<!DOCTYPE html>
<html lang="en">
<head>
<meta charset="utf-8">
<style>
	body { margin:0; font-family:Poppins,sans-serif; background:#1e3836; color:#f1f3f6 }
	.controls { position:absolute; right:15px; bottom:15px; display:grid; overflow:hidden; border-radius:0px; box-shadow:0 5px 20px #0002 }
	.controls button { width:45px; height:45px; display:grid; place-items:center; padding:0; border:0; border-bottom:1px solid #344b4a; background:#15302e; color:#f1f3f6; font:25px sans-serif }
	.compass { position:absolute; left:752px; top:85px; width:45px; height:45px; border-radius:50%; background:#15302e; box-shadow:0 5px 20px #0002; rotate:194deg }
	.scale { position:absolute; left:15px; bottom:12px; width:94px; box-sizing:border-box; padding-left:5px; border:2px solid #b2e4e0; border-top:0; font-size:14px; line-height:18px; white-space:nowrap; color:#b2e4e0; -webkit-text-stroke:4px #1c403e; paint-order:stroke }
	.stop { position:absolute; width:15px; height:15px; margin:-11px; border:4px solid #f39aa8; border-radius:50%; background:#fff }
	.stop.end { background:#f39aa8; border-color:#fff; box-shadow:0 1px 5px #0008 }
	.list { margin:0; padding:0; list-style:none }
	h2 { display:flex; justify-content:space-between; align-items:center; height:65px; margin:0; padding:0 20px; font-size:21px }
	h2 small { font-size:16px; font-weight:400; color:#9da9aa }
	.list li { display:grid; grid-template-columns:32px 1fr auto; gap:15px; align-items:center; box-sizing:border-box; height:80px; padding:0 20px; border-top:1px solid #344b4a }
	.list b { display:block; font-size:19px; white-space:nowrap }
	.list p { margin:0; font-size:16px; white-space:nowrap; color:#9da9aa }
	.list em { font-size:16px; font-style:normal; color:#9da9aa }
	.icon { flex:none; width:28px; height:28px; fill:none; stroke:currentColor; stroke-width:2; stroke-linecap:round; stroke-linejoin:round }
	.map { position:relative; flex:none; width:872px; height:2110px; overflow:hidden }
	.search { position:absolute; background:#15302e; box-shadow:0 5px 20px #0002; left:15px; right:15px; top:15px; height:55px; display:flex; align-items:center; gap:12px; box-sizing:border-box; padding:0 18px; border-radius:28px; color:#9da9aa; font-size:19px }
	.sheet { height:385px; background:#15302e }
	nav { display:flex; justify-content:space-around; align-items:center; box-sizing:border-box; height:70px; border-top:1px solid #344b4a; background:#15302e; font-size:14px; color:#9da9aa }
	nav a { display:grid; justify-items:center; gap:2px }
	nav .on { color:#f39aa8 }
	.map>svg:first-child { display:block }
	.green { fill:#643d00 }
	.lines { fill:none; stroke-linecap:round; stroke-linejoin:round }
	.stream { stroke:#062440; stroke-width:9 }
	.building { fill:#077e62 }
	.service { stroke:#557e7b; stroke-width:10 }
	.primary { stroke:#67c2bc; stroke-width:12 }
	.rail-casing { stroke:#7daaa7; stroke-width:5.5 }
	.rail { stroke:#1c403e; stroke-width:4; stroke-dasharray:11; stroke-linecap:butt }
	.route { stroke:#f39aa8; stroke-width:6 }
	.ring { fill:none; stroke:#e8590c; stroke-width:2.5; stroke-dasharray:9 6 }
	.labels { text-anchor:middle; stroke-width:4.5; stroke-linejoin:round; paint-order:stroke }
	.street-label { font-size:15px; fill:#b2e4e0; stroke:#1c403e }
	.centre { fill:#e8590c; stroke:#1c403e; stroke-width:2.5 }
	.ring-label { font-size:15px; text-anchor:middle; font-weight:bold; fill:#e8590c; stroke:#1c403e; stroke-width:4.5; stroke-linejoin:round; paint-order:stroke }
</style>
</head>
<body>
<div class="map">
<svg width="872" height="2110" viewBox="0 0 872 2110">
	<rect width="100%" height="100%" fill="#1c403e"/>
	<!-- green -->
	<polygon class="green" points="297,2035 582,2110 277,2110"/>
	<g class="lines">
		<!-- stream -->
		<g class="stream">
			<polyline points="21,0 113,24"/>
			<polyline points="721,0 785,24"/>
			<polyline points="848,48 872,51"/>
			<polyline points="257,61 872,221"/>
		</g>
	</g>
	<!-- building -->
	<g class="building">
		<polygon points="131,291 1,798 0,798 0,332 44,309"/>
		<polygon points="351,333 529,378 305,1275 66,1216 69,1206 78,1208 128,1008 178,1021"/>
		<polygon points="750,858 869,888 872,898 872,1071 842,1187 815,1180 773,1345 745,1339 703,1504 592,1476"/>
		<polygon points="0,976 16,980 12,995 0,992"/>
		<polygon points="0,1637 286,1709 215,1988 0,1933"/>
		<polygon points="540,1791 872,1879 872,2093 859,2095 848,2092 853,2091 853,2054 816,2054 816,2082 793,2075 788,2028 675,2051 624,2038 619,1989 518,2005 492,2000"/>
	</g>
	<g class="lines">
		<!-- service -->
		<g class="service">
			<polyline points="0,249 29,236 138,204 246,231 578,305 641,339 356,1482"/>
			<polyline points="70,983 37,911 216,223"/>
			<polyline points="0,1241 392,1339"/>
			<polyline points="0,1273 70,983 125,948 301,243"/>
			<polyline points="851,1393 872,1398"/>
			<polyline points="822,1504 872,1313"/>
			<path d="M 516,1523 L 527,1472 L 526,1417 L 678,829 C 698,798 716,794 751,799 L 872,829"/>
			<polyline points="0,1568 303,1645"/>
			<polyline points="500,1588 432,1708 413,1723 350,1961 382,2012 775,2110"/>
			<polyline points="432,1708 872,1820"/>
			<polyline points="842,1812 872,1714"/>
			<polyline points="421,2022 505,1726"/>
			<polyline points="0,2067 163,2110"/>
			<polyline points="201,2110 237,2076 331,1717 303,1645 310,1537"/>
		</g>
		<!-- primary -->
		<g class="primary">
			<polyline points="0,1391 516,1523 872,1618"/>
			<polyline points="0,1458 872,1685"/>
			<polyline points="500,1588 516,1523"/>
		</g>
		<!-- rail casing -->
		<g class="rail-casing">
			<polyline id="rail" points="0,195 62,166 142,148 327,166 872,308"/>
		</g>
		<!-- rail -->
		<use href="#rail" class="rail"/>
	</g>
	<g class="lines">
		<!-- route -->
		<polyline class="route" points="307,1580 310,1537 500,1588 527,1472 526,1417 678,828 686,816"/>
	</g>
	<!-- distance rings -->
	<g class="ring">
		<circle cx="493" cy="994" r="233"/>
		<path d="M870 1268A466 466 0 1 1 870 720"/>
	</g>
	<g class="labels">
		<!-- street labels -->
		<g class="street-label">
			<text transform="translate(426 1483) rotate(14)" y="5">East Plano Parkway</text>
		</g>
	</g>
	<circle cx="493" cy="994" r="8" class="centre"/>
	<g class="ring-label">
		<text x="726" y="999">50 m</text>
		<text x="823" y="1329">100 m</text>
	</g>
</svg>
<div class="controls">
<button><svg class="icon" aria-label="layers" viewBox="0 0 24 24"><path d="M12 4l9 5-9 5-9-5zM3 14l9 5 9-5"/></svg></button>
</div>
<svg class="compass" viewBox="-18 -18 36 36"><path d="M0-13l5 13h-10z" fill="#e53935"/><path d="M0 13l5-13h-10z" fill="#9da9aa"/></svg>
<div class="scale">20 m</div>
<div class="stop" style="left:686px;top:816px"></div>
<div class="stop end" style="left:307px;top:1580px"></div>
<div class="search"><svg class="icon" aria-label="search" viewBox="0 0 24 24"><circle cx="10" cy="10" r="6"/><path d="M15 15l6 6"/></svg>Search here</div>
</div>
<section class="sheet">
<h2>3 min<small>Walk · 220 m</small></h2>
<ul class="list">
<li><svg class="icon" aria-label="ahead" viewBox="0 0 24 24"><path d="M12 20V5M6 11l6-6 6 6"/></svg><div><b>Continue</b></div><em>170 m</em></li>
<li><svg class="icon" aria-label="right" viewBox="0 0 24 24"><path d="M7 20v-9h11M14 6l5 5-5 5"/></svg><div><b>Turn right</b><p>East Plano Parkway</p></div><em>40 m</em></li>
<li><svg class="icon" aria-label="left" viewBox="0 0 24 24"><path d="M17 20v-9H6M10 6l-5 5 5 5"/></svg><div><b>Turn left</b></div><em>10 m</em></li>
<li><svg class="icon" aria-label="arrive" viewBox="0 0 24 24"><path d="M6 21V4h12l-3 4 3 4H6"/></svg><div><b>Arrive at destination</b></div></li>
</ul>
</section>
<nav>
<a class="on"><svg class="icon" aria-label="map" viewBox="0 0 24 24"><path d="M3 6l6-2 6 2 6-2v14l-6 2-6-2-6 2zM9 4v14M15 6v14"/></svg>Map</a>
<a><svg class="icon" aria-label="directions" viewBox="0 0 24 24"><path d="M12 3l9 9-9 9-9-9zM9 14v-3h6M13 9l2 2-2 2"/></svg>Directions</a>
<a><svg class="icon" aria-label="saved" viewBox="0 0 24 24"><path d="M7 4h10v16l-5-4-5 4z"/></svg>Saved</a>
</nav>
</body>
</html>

* * *

From the entries above, write out only the lines starting at the line that holds "position:absolute; left:15px; bottom:12px;" and ending at the line that holds "flex:none; width:28px; height:28px;", keeping both and matching them exactly.

	.scale { position:absolute; left:15px; bottom:12px; width:94px; box-sizing:border-box; padding-left:5px; border:2px solid #b2e4e0; border-top:0; font-size:14px; line-height:18px; white-space:nowrap; color:#b2e4e0; -webkit-text-stroke:4px #1c403e; paint-order:stroke }
	.stop { position:absolute; width:15px; height:15px; margin:-11px; border:4px solid #f39aa8; border-radius:50%; background:#fff }
	.stop.end { background:#f39aa8; border-color:#fff; box-shadow:0 1px 5px #0008 }
	.list { margin:0; padding:0; list-style:none }
	h2 { display:flex; justify-content:space-between; align-items:center; height:65px; margin:0; padding:0 20px; font-size:21px }
	h2 small { font-size:16px; font-weight:400; color:#9da9aa }
	.list li { display:grid; grid-template-columns:32px 1fr auto; gap:15px; align-items:center; box-sizing:border-box; height:80px; padding:0 20px; border-top:1px solid #344b4a }
	.list b { display:block; font-size:19px; white-space:nowrap }
	.list p { margin:0; font-size:16px; white-space:nowrap; color:#9da9aa }
	.list em { font-size:16px; font-style:normal; color:#9da9aa }
	.icon { flex:none; width:28px; height:28px; fill:none; stroke:currentColor; stroke-width:2; stroke-linecap:round; stroke-linejoin:round }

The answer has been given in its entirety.